• _SOURCE DATA_
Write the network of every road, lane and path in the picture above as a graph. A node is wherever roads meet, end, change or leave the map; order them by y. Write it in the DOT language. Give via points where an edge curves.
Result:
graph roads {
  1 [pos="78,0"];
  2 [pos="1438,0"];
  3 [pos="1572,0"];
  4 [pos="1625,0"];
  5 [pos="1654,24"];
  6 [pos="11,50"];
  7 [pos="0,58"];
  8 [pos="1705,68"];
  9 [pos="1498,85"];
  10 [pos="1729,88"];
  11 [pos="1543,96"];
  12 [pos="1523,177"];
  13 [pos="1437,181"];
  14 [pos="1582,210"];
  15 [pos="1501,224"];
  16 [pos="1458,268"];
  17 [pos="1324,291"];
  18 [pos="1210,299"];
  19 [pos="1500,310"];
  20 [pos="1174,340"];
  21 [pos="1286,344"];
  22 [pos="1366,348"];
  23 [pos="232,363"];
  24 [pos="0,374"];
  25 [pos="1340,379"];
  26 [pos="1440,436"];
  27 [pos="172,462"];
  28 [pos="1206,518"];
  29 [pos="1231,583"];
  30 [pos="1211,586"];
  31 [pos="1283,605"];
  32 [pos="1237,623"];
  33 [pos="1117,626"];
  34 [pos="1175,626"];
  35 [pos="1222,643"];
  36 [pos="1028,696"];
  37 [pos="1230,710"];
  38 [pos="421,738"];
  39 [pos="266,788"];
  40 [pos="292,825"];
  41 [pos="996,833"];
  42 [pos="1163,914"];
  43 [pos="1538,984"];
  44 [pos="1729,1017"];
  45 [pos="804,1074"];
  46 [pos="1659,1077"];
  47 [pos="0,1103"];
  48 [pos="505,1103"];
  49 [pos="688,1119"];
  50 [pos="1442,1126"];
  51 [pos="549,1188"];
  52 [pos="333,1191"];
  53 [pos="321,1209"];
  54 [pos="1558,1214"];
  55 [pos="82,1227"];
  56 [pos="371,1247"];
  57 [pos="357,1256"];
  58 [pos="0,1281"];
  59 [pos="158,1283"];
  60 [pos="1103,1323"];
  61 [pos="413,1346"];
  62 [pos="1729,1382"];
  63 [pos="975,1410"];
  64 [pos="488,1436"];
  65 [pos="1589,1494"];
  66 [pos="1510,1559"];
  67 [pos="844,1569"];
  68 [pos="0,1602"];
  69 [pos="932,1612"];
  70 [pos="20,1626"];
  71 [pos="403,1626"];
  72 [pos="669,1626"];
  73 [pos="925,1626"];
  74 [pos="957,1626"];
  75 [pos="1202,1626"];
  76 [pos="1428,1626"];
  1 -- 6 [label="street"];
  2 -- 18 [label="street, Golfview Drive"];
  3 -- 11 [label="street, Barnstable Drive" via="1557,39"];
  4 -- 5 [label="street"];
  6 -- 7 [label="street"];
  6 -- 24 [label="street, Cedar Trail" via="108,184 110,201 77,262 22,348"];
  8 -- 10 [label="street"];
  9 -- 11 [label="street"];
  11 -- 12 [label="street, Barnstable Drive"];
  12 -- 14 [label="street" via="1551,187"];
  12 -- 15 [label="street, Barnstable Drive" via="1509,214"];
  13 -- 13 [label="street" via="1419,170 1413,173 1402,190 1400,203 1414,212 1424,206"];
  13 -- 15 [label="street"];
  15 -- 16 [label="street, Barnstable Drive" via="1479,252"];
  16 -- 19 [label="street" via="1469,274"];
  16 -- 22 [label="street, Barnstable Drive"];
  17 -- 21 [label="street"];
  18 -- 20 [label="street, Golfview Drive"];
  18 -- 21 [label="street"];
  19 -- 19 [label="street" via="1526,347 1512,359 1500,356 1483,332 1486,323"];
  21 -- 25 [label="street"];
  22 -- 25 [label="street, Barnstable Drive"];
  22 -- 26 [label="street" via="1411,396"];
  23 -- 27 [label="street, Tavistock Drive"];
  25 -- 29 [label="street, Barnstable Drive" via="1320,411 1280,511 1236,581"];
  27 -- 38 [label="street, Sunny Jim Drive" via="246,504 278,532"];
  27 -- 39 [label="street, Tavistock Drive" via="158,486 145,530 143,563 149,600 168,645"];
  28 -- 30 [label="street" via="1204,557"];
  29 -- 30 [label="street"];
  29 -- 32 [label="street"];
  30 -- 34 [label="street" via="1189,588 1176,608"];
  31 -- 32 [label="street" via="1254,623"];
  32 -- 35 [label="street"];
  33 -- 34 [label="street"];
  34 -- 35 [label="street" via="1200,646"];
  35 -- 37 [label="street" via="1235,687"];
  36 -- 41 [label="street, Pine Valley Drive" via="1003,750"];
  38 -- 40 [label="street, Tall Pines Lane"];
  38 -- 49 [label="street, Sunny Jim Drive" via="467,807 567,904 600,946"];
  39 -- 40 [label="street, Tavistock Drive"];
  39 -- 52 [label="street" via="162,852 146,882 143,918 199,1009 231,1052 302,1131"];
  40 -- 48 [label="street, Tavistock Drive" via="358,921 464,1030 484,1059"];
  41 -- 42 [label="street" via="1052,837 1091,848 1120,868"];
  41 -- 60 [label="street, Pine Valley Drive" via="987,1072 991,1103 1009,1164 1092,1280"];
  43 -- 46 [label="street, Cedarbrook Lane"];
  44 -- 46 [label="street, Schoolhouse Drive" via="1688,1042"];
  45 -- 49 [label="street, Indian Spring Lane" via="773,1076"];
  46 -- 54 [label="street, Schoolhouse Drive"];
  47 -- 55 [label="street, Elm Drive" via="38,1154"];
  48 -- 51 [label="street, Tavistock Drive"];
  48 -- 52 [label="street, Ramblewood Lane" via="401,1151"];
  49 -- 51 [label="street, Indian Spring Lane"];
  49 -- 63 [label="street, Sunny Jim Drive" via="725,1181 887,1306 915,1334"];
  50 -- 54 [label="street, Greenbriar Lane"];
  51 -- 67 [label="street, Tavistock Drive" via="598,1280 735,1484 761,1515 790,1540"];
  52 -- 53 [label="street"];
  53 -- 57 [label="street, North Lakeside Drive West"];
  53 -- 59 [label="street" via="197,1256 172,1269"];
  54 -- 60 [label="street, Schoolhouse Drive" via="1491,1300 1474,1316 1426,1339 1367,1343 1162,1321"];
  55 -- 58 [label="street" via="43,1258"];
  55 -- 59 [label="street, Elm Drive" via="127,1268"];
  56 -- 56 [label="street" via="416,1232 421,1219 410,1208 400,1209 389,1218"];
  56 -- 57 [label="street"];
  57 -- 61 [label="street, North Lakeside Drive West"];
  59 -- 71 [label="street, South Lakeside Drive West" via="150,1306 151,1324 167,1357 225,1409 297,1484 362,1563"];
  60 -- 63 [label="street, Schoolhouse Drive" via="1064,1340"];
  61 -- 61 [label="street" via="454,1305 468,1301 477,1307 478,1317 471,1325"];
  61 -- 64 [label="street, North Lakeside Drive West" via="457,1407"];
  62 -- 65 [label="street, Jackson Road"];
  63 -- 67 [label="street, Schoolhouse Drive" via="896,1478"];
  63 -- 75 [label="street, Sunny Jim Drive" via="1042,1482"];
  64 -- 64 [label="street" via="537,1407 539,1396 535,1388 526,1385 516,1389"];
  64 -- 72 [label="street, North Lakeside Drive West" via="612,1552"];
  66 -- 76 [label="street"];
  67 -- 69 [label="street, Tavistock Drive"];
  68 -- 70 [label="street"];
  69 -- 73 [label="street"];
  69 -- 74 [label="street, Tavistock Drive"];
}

--

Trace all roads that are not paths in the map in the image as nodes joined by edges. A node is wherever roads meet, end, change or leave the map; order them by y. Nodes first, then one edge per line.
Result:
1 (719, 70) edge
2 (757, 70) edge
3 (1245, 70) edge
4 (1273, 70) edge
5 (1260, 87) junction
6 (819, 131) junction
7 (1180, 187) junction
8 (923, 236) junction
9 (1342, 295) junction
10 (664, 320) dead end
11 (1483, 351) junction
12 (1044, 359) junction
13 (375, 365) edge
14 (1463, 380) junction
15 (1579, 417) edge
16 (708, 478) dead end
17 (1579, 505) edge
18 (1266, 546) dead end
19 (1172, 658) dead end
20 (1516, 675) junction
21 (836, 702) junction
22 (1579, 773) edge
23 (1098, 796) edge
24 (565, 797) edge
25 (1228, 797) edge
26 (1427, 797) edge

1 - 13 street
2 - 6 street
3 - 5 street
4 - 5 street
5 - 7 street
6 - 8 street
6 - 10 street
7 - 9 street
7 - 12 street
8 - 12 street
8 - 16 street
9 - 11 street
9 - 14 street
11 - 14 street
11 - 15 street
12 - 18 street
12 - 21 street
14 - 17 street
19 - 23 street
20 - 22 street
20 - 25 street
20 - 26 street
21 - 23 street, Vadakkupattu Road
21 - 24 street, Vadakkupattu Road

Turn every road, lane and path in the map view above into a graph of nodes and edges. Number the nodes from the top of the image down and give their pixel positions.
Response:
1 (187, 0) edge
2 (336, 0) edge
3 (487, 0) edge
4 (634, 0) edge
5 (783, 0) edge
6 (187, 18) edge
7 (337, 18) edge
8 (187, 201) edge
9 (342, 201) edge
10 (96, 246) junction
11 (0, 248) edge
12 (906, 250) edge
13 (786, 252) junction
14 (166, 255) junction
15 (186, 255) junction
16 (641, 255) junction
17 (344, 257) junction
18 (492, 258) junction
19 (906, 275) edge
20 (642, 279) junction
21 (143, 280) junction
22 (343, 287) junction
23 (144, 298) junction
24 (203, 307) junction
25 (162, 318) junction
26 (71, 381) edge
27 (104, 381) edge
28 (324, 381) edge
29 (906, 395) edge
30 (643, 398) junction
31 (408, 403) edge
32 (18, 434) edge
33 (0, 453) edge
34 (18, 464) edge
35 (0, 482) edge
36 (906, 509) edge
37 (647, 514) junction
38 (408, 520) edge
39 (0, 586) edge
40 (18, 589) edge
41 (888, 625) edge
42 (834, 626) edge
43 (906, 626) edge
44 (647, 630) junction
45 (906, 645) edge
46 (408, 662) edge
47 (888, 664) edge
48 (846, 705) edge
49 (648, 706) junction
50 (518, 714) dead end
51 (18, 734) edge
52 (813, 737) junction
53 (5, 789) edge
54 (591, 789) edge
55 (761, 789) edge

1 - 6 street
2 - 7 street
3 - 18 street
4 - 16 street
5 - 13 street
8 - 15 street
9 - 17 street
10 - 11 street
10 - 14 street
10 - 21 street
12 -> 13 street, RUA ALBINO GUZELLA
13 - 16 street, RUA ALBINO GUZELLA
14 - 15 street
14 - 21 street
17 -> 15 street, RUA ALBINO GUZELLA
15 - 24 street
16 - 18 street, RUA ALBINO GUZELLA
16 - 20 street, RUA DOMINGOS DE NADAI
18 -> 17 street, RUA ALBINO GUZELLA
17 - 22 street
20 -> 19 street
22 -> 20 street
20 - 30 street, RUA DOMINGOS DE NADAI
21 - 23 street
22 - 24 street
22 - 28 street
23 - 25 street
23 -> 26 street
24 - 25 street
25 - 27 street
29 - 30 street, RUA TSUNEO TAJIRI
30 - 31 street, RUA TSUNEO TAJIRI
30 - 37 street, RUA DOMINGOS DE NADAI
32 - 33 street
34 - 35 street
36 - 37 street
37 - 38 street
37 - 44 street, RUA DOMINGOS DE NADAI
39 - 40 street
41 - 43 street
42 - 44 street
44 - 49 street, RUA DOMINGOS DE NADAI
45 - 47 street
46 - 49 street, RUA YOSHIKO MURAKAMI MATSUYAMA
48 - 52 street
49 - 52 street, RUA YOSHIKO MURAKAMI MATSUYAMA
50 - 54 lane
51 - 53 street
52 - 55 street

• _TASK ITEM_
In the records above, find every line that contains the word "edges" and copy it.

• _ANSWER FOR THE TASK_
Trace all roads that are not paths in the map in the image as nodes joined by edges. A node is wherever roads meet, end, change or leave the map; order them by y. Nodes first, then one edge per line.
Turn every road, lane and path in the map view above into a graph of nodes and edges. Number the nodes from the top of the image down and give their pixel positions.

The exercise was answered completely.